Smart materials have made a substantial contribution to their widespread use across a number of industries. Numerous intelligent materials have the ability to alter their characteristics and behavior in response to an outside catalyst or stimulus. These materials are altering how typical engineering materials are used. To improve the desirable features of existing materials, smart materials can either be used alone or combined with them. Due to its transdisciplinary uses, smart materials are found in all human innovations. While some of these materials are in use now, some have been for a very long time. Therefore, suffice it to remark that further study is still needed on the recently produced smart materials. The development of composite materials to shape memory alloys is the subject of this review study. This literature describes the development of smart materials from traditional composites to cutting-edge shape memory alloys as well as how they are utilized.
Top1. Introduction
Materials have been utilized by humans since very long time for a variety of purposes to make daily life more comfortable. From stone age to the current world, materials have undergone technological improvements. One of the major discoveries in the science of metallurgy that enabled people since ancient times discover more advanced materials was bronze. Technology was essential in the synthesis and characterization of more sophisticated materials, known as smart materials, which are now becoming very commonplace. Smart materials are also referred to as intelligent materials, because their capacity to sense stimuli and respond to them improves the performance of materials. Materials like these can change the essential structure, performance, sturdiness, and weight. Metals, ceramics, polymers, and smart materials are the four main classifications of materials. When an external force is applied, these materials have a propensity to change size and shape. Some of them exhibit self-healing and self-destructive qualities that are extraordinary compared to those of ordinary materials and influence society. These materials have a propensity to adapt to changing environmental circumstances.
Based on their qualities, smart materials are divided into both passive and active materials, as shown in Figure 1. Active smart materials are those that can change one type of energy into another while remaining impermeable to the outside environment, as opposed to passive smart materials, which can merely change or transform energy. Active materials are self-diagnostics because of their quick form and size changes and reduced time to response, self-actuation, and increased exposure to external stimuli. Self-diagnostics, often known as self-healing properties, enable them to detect surface cracks and autonomously repair them. Multifunctional materials are being discovered recently, and their properties have been examined using a variety of characterization approaches. Materials have evolved, through composites to smart memory alloys. These advanced materials have transcended normal materials, and current procedures have been used to create them instead of older, more traditional methods (Kim, 2017), (Hu, 2016), (Kamila, 2013), (Swait, et al., 2012), (Roytburd et al., 2000), (Dolez & Mlynarek, 2016) and (Ajay et al., 2023).

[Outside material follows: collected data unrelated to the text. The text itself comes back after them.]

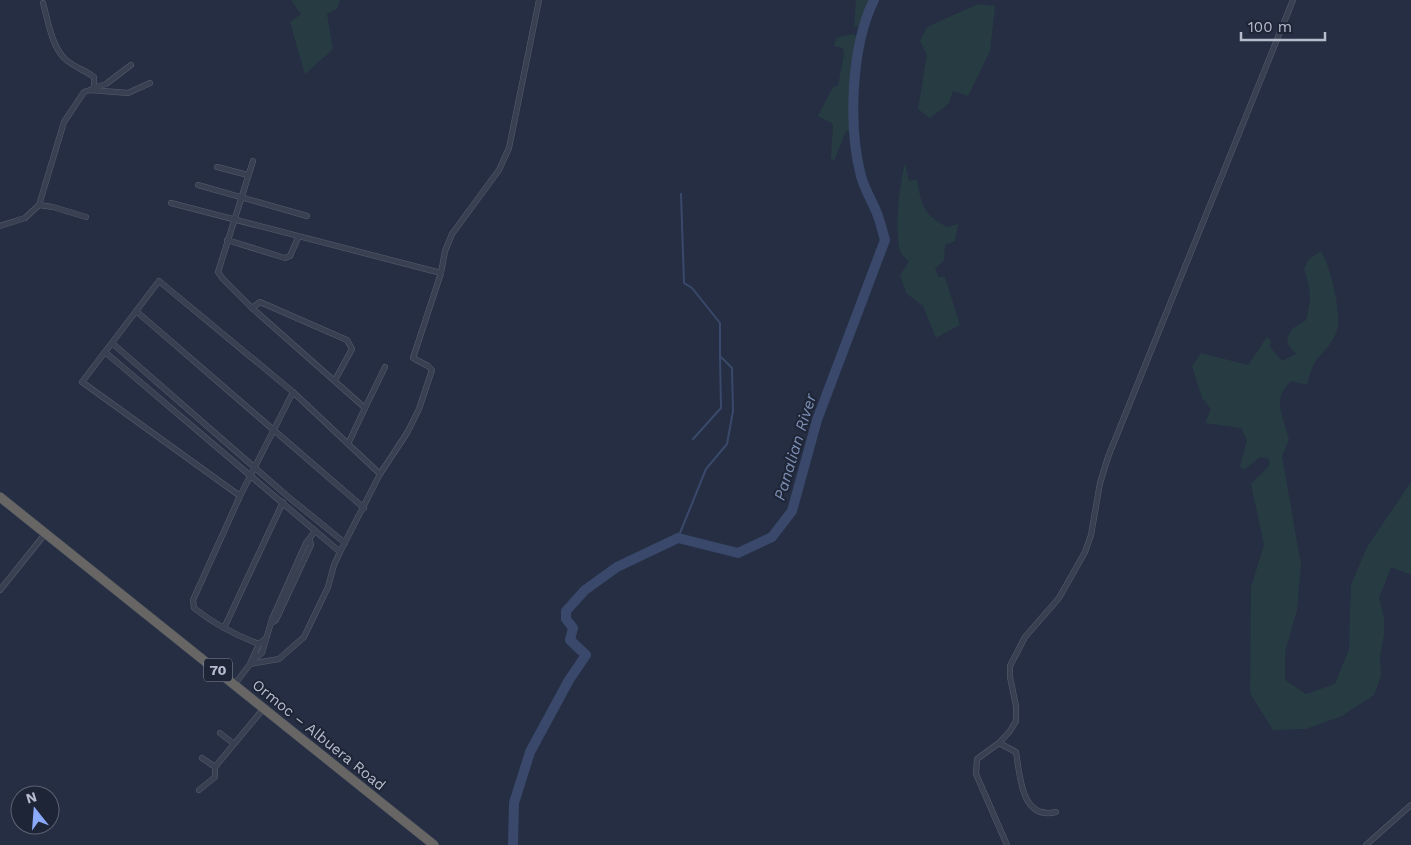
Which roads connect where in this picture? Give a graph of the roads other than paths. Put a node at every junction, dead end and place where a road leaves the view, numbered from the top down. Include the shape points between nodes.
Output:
1 (539, 0) edge
2 (1293, 0) edge
3 (43, 3) dead end
4 (132, 65) dead end
5 (150, 83) dead end
6 (92, 89) junction
7 (253, 161) dead end
8 (217, 167) dead end
9 (248, 175) junction
10 (198, 185) dead end
11 (242, 196) junction
12 (171, 203) dead end
13 (39, 205) junction
14 (307, 216) dead end
15 (86, 217) dead end
16 (234, 219) junction
17 (0, 226) edge
18 (298, 238) junction
19 (227, 240) junction
20 (441, 273) junction
21 (252, 308) junction
22 (136, 311) junction
23 (112, 343) junction
24 (105, 352) junction
25 (385, 367) dead end
26 (335, 380) junction
27 (293, 392) junction
28 (365, 408) junction
29 (274, 430) junction
30 (348, 444) junction
31 (255, 468) junction
32 (380, 474) junction
33 (252, 475) junction
34 (240, 496) junction
35 (0, 497) edge
36 (282, 502) junction
37 (364, 508) junction
38 (315, 531) junction
39 (45, 534) junction
40 (345, 544) junction
41 (340, 552) junction
42 (0, 590) edge
43 (224, 628) junction
44 (265, 639) junction
45 (259, 644) junction
46 (251, 662) junction
47 (235, 684) junction
48 (264, 708) junction
49 (220, 733) dead end
50 (999, 743) junction
51 (234, 744) junction
52 (202, 758) dead end
53 (214, 767) junction
54 (199, 790) dead end
55 (1411, 805) edge
56 (1056, 812) dead end
57 (434, 845) edge
58 (1007, 845) edge
59 (1366, 845) edge

1 - 20 street via 509,148 499,170 452,234
2 - 50 street via 1108,457 1085,552 1059,598 1025,637 1010,666 1016,720
3 - 6 street via 56,46 63,57 94,77
4 - 6 street via 106,84
5 - 6 street via 128,93
6 - 13 street via 84,92 64,122
7 - 9 street
8 - 9 street
9 - 11 street
10 - 11 street
11 - 14 street
11 - 16 street
12 - 16 street
13 - 15 street
13 - 17 street via 25,218
16 - 18 street
16 - 19 street
18 - 19 street via 290,256 285,258
18 - 20 street
19 - 21 street via 218,272
20 - 32 street via 413,358 432,370 430,377 408,433
21 - 26 street
21 - 26 street via 260,302 347,340 352,349
22 - 23 street
22 - 27 street via 160,281
22 - 29 street
23 - 24 street
23 - 31 street
24 - 33 street
24 - 34 street via 82,382
25 - 28 street
26 - 28 street
27 - 29 street
27 - 30 street
28 - 30 street
29 - 31 street
29 - 37 street
30 - 32 street
31 - 33 street
31 - 40 street
32 - 37 street
33 - 34 street
33 - 36 street
34 - 43 street via 193,600 194,608
35 - 39 highway, Ormoc – Albuera Road / 70
36 - 38 street
36 - 43 street
37 - 40 street
38 - 41 street
38 - 44 street via 306,543
39 - 42 street
39 - 47 highway, Ormoc – Albuera Road / 70
40 - 41 street
41 - 46 street via 328,587 304,637 279,659
43 - 45 street via 233,635
44 - 45 street
44 - 46 street via 262,653
45 - 46 street
46 - 47 street
47 - 48 highway, Ormoc – Albuera Road / 70
48 - 51 street
48 - 57 highway, Ormoc – Albuera Road / 70
49 - 51 street
50 - 56 street via 1016,752 1026,799 1038,812
50 - 58 street via 977,759 976,774
51 - 53 street
52 - 53 street
53 - 54 street via 215,777
55 - 59 street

These contemporary materials are self-adaptive and have a memory function that mimics the human brain and alters the characteristics of the material to the past after it has been changed in accordance with the surroundings. These materials are widely used in the creation of products related to the environment, civil infrastructure, and the health sector. Since the environment outside controls these materials, they have an inherent sensor, an actuator, plus a control mechanism built right in to help them react to their surroundings. In other words, going back to how it was. One class of intelligent material is piezoelectric, which generates voltages in response to stress. Due of their mechanical and physical characteristics, composites have recently played an unprecedented role. Amongst, its many qualities are excellent wear resistance, resistant to corrosion and exposure to elevated temperatures. Due to their fabrication techniques, the manufacturing cost was decreased even though they had a high scattering strength and low thermal shock resistance. In the production of various components like breaks, tanks, shafts, and vessels, as well as in processes requiring high wear resistance in the onshore oil production, marine structures, shipping, and health sectors, composites have played a significant role in the aerospace, automotive, machine, and thermal industries. Wood, bones, shells, and other naturally occurring composites are a few examples. These typical composites have a number of flaws, including the inability to react to external stimuli, which prevents them from having self-healing, crack detection, and shape memory capabilities. Smart materials were developed to address these shortcomings. Smart materials include smart composites, shape memory alloys, piezoelectric materials, magnetorheological fluids, magnetostrictive materials, and optical fibres, but shape memory alloys were a major engineering breakthrough that had a positive impact on many societal sector(Bearat & Vernon, 2011), (Du et al., 2011), (Drossel et al., 2015) and (Bahl et al., 2015).